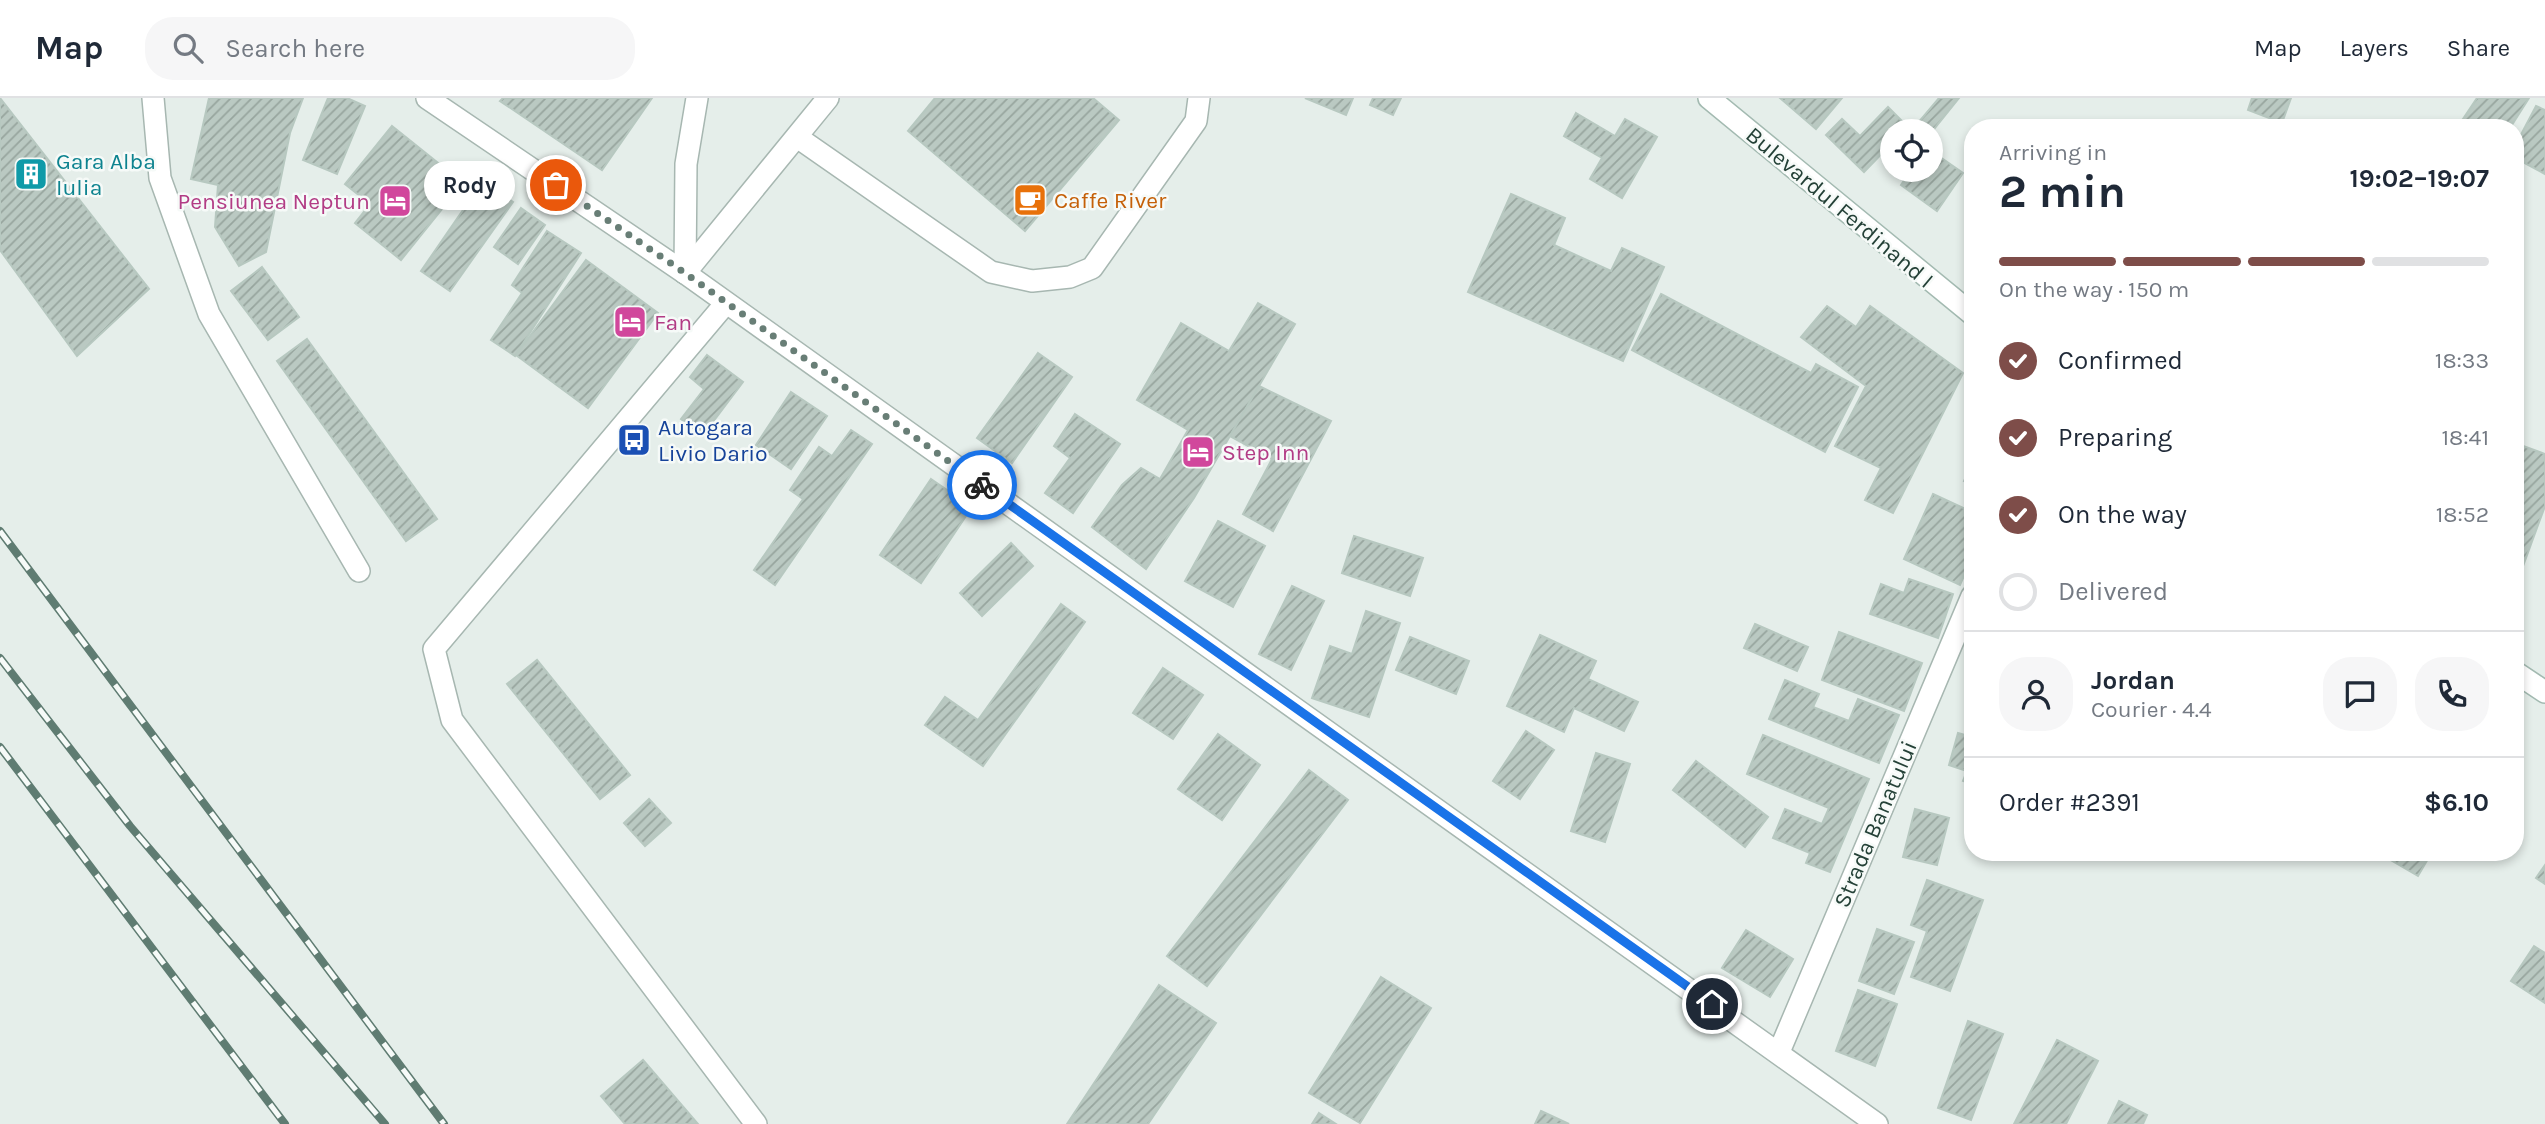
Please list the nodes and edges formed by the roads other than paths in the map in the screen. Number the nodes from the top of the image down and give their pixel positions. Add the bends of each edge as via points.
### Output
1 (153, 98) edge
2 (428, 98) edge
3 (697, 98) edge
4 (828, 98) edge
5 (1199, 98) edge
6 (1709, 98) edge
7 (797, 137) junction
8 (685, 273) junction
9 (726, 303) junction
10 (1964, 307) edge
11 (359, 571) dead end
12 (1964, 615) edge
13 (2524, 678) edge
14 (2545, 692) edge
15 (1779, 1052) junction
16 (756, 1124) edge
17 (1877, 1124) edge

1 - 11 street via 160,178 209,314
2 - 8 street
3 - 8 street via 686,164
4 - 7 street
5 - 7 street via 1196,121 1092,268 1070,277 1032,281 991,272
6 - 10 street, Bulevardul Ferdinand I
7 - 8 street
8 - 9 street
9 - 15 street
9 - 16 street via 434,649 452,720
12 - 15 street, Strada Banatului
13 - 14 street
15 - 17 street

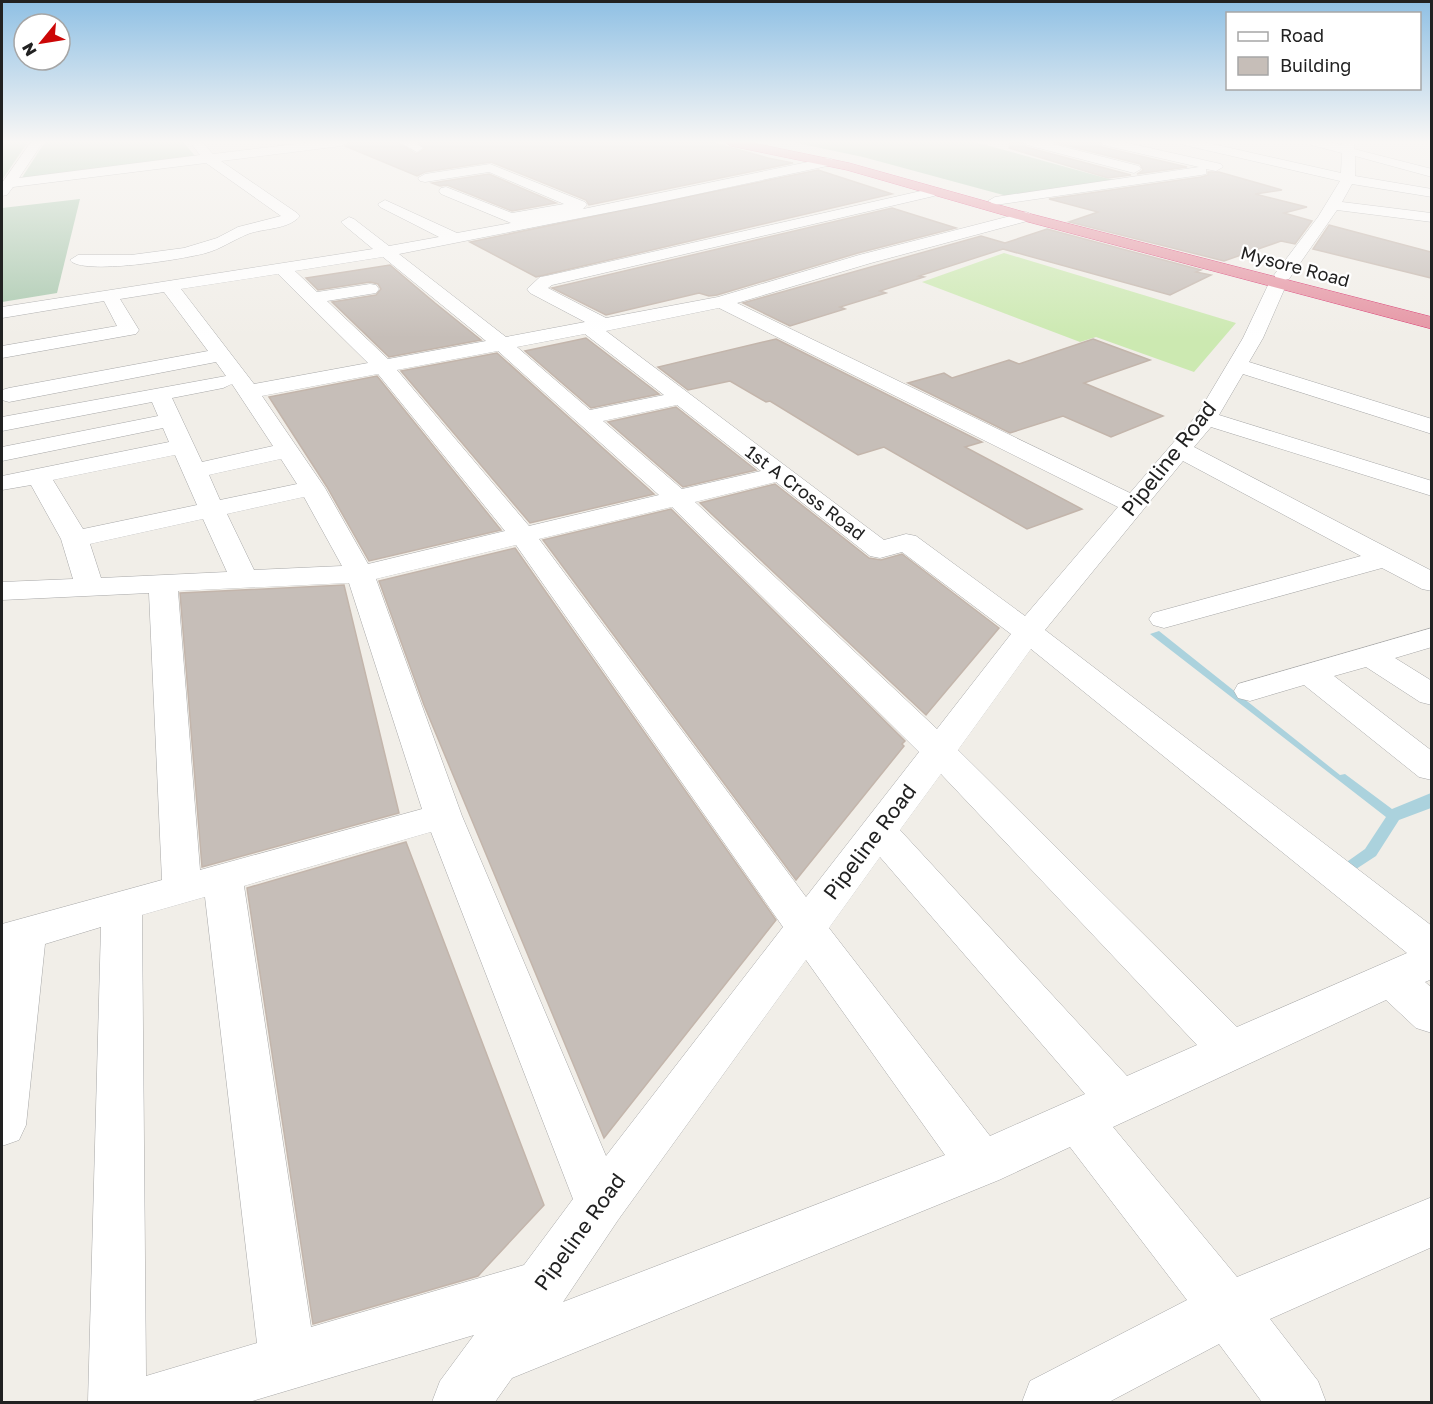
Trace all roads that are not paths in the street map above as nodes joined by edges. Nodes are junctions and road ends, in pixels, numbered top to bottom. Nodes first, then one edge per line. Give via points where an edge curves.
1 (280, 208) edge
2 (392, 208) edge
3 (484, 208) edge
4 (576, 208) edge
5 (593, 208) edge
6 (866, 208) edge
7 (991, 208) edge
8 (1019, 208) edge
9 (1327, 208) edge
10 (1373, 208) edge
11 (570, 212) junction
12 (1026, 217) junction
13 (1431, 218) edge
14 (528, 220) junction
15 (349, 222) dead end
16 (454, 238) junction
17 (384, 252) junction
18 (78, 260) dead end
19 (290, 261) junction
20 (209, 279) junction
21 (1280, 279) junction
22 (183, 285) junction
23 (370, 289) dead end
24 (109, 295) junction
25 (225, 296) dead end
26 (313, 298) junction
27 (721, 302) junction
28 (2, 312) edge
29 (1431, 314) edge
30 (95, 316) dead end
31 (124, 321) junction
32 (1431, 323) edge
33 (597, 326) junction
34 (501, 343) junction
35 (140, 349) dead end
36 (2, 351) edge
37 (217, 361) junction
38 (1237, 365) junction
39 (383, 366) junction
40 (2, 374) edge
41 (159, 394) junction
42 (9, 395) junction
43 (681, 398) junction
44 (584, 418) junction
45 (1206, 418) junction
46 (171, 420) junction
47 (9, 422) edge
48 (1431, 428) edge
49 (183, 446) junction
50 (287, 450) junction
51 (1181, 450) junction
52 (2, 454) edge
53 (195, 471) junction
54 (779, 474) junction
55 (38, 476) junction
56 (2, 483) edge
57 (312, 488) junction
58 (1431, 489) edge
59 (678, 500) junction
60 (1135, 505) junction
61 (216, 518) junction
62 (523, 536) junction
63 (78, 549) junction
64 (1386, 558) junction
65 (360, 574) junction
66 (244, 579) junction
67 (163, 583) junction
68 (1431, 583) edge
69 (90, 587) junction
70 (2, 591) edge
71 (1164, 619) dead end
72 (1028, 632) junction
73 (1431, 637) edge
74 (1369, 655) junction
75 (1309, 673) junction
76 (1250, 690) dead end
77 (1431, 696) edge
78 (939, 751) junction
79 (1431, 769) edge
80 (443, 816) junction
81 (879, 831) junction
82 (202, 884) junction
83 (122, 905) junction
84 (806, 928) junction
85 (13, 937) edge
86 (1431, 949) edge
87 (1411, 969) edge
88 (1431, 1015) edge
89 (1231, 1051) junction
90 (1099, 1111) junction
91 (2, 1125) edge
92 (981, 1164) junction
93 (600, 1203) junction
94 (1431, 1221) edge
95 (539, 1288) junction
96 (1228, 1309) junction
97 (491, 1358) junction
98 (288, 1364) junction
99 (117, 1402) edge
100 (154, 1402) edge
101 (461, 1402) edge
102 (1050, 1402) edge
103 (1297, 1402) edge

1 - 22 street via 292,216 286,226 242,231 220,243
2 - 16 street
3 - 14 street via 508,218
4 - 11 street
5 - 11 street
6 - 33 street, 1st A Cross Road via 546,281 536,289
7 - 12 highway, Mysore Road
8 - 21 highway, Mysore Road
9 - 21 street, Pipeline Road
10 - 13 street
11 - 14 street
12 - 21 highway, Mysore Road
12 - 27 street
14 - 16 street
15 - 17 street
16 - 17 street
17 - 19 street
17 - 34 street
18 - 22 street via 145,260
19 - 20 street
19 - 26 street
20 - 22 street
20 - 22 street
20 - 25 street
21 - 29 highway, Mysore Road
21 - 32 highway, Mysore Road
21 - 38 street, Pipeline Road
22 - 24 street
22 - 37 street
23 - 26 street
24 - 28 street
24 - 31 street
26 - 39 street
27 - 33 street
27 - 60 street
30 - 31 street
31 - 35 street
31 - 36 street
33 - 34 street
33 - 43 street, 1st A Cross Road
34 - 39 street
34 - 44 street
37 - 39 street
37 - 41 street
37 - 42 street
37 - 50 street
38 - 45 street, Pipeline Road
38 - 48 street
39 - 62 street
40 - 42 street
41 - 46 street
41 - 47 street
42 - 47 street
43 - 44 street
43 - 54 street, 1st A Cross Road
44 - 59 street
45 - 51 street, Pipeline Road
45 - 58 street
46 - 49 street
46 - 52 street
49 - 53 street
49 - 55 street
50 - 53 street
50 - 57 street
51 - 60 street, Pipeline Road
51 - 64 street
53 - 61 street
54 - 59 street
54 - 72 street, 1st A Cross Road via 880,550 906,542
55 - 56 street
55 - 63 street
57 - 61 street
57 - 65 street
59 - 62 street
59 - 78 street
60 - 72 street, Pipeline Road
61 - 63 street
61 - 66 street
62 - 65 street
62 - 84 street
63 - 69 street
64 - 68 street
64 - 71 street
65 - 66 street
65 - 80 street
66 - 67 street
67 - 69 street
67 - 82 street
69 - 70 street
72 - 78 street, Pipeline Road
72 - 86 street
73 - 74 street
74 - 75 street
74 - 77 street
75 - 76 street
75 - 79 street
78 - 81 street, Pipeline Road
78 - 89 street
80 - 82 street
80 - 93 street
81 - 84 street, Pipeline Road
81 - 90 street
82 - 83 street
82 - 98 street
83 - 85 street
83 - 99 street
84 - 92 street
84 - 93 street, Pipeline Road
85 - 91 street
87 - 88 street
87 - 89 street
89 - 90 street
90 - 92 street
90 - 96 street
92 - 97 street
93 - 95 street, Pipeline Road
94 - 96 street
95 - 97 street, Pipeline Road
95 - 98 street
96 - 102 street
96 - 103 street
97 - 101 street, Pipeline Road
98 - 100 street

-*-

## Exercise objective
Pictures aside, give the data again exactly as it appears.

## Reply to the exercise
Please list the nodes and edges formed by the roads other than paths in the map in the screen. Number the nodes from the top of the image down and give their pixel positions. Add the bends of each edge as via points.
### Output
1 (153, 98) edge
2 (428, 98) edge
3 (697, 98) edge
4 (828, 98) edge
5 (1199, 98) edge
6 (1709, 98) edge
7 (797, 137) junction
8 (685, 273) junction
9 (726, 303) junction
10 (1964, 307) edge
11 (359, 571) dead end
12 (1964, 615) edge
13 (2524, 678) edge
14 (2545, 692) edge
15 (1779, 1052) junction
16 (756, 1124) edge
17 (1877, 1124) edge

1 - 11 street via 160,178 209,314
2 - 8 street
3 - 8 street via 686,164
4 - 7 street
5 - 7 street via 1196,121 1092,268 1070,277 1032,281 991,272
6 - 10 street, Bulevardul Ferdinand I
7 - 8 street
8 - 9 street
9 - 15 street
9 - 16 street via 434,649 452,720
12 - 15 street, Strada Banatului
13 - 14 street
15 - 17 street

Trace all roads that are not paths in the street map above as nodes joined by edges. Nodes are junctions and road ends, in pixels, numbered top to bottom. Nodes first, then one edge per line. Give via points where an edge curves.
1 (280, 208) edge
2 (392, 208) edge
3 (484, 208) edge
4 (576, 208) edge
5 (593, 208) edge
6 (866, 208) edge
7 (991, 208) edge
8 (1019, 208) edge
9 (1327, 208) edge
10 (1373, 208) edge
11 (570, 212) junction
12 (1026, 217) junction
13 (1431, 218) edge
14 (528, 220) junction
15 (349, 222) dead end
16 (454, 238) junction
17 (384, 252) junction
18 (78, 260) dead end
19 (290, 261) junction
20 (209, 279) junction
21 (1280, 279) junction
22 (183, 285) junction
23 (370, 289) dead end
24 (109, 295) junction
25 (225, 296) dead end
26 (313, 298) junction
27 (721, 302) junction
28 (2, 312) edge
29 (1431, 314) edge
30 (95, 316) dead end
31 (124, 321) junction
32 (1431, 323) edge
33 (597, 326) junction
34 (501, 343) junction
35 (140, 349) dead end
36 (2, 351) edge
37 (217, 361) junction
38 (1237, 365) junction
39 (383, 366) junction
40 (2, 374) edge
41 (159, 394) junction
42 (9, 395) junction
43 (681, 398) junction
44 (584, 418) junction
45 (1206, 418) junction
46 (171, 420) junction
47 (9, 422) edge
48 (1431, 428) edge
49 (183, 446) junction
50 (287, 450) junction
51 (1181, 450) junction
52 (2, 454) edge
53 (195, 471) junction
54 (779, 474) junction
55 (38, 476) junction
56 (2, 483) edge
57 (312, 488) junction
58 (1431, 489) edge
59 (678, 500) junction
60 (1135, 505) junction
61 (216, 518) junction
62 (523, 536) junction
63 (78, 549) junction
64 (1386, 558) junction
65 (360, 574) junction
66 (244, 579) junction
67 (163, 583) junction
68 (1431, 583) edge
69 (90, 587) junction
70 (2, 591) edge
71 (1164, 619) dead end
72 (1028, 632) junction
73 (1431, 637) edge
74 (1369, 655) junction
75 (1309, 673) junction
76 (1250, 690) dead end
77 (1431, 696) edge
78 (939, 751) junction
79 (1431, 769) edge
80 (443, 816) junction
81 (879, 831) junction
82 (202, 884) junction
83 (122, 905) junction
84 (806, 928) junction
85 (13, 937) edge
86 (1431, 949) edge
87 (1411, 969) edge
88 (1431, 1015) edge
89 (1231, 1051) junction
90 (1099, 1111) junction
91 (2, 1125) edge
92 (981, 1164) junction
93 (600, 1203) junction
94 (1431, 1221) edge
95 (539, 1288) junction
96 (1228, 1309) junction
97 (491, 1358) junction
98 (288, 1364) junction
99 (117, 1402) edge
100 (154, 1402) edge
101 (461, 1402) edge
102 (1050, 1402) edge
103 (1297, 1402) edge

1 - 22 street via 292,216 286,226 242,231 220,243
2 - 16 street
3 - 14 street via 508,218
4 - 11 street
5 - 11 street
6 - 33 street, 1st A Cross Road via 546,281 536,289
7 - 12 highway, Mysore Road
8 - 21 highway, Mysore Road
9 - 21 street, Pipeline Road
10 - 13 street
11 - 14 street
12 - 21 highway, Mysore Road
12 - 27 street
14 - 16 street
15 - 17 street
16 - 17 street
17 - 19 street
17 - 34 street
18 - 22 street via 145,260
19 - 20 street
19 - 26 street
20 - 22 street
20 - 22 street
20 - 25 street
21 - 29 highway, Mysore Road
21 - 32 highway, Mysore Road
21 - 38 street, Pipeline Road
22 - 24 street
22 - 37 street
23 - 26 street
24 - 28 street
24 - 31 street
26 - 39 street
27 - 33 street
27 - 60 street
30 - 31 street
31 - 35 street
31 - 36 street
33 - 34 street
33 - 43 street, 1st A Cross Road
34 - 39 street
34 - 44 street
37 - 39 street
37 - 41 street
37 - 42 street
37 - 50 street
38 - 45 street, Pipeline Road
38 - 48 street
39 - 62 street
40 - 42 street
41 - 46 street
41 - 47 street
42 - 47 street
43 - 44 street
43 - 54 street, 1st A Cross Road
44 - 59 street
45 - 51 street, Pipeline Road
45 - 58 street
46 - 49 street
46 - 52 street
49 - 53 street
49 - 55 street
50 - 53 street
50 - 57 street
51 - 60 street, Pipeline Road
51 - 64 street
53 - 61 street
54 - 59 street
54 - 72 street, 1st A Cross Road via 880,550 906,542
55 - 56 street
55 - 63 street
57 - 61 street
57 - 65 street
59 - 62 street
59 - 78 street
60 - 72 street, Pipeline Road
61 - 63 street
61 - 66 street
62 - 65 street
62 - 84 street
63 - 69 street
64 - 68 street
64 - 71 street
65 - 66 street
65 - 80 street
66 - 67 street
67 - 69 street
67 - 82 street
69 - 70 street
72 - 78 street, Pipeline Road
72 - 86 street
73 - 74 street
74 - 75 street
74 - 77 street
75 - 76 street
75 - 79 street
78 - 81 street, Pipeline Road
78 - 89 street
80 - 82 street
80 - 93 street
81 - 84 street, Pipeline Road
81 - 90 street
82 - 83 street
82 - 98 street
83 - 85 street
83 - 99 street
84 - 92 street
84 - 93 street, Pipeline Road
85 - 91 street
87 - 88 street
87 - 89 street
89 - 90 street
90 - 92 street
90 - 96 street
92 - 97 street
93 - 95 street, Pipeline Road
94 - 96 street
95 - 97 street, Pipeline Road
95 - 98 street
96 - 102 street
96 - 103 street
97 - 101 street, Pipeline Road
98 - 100 street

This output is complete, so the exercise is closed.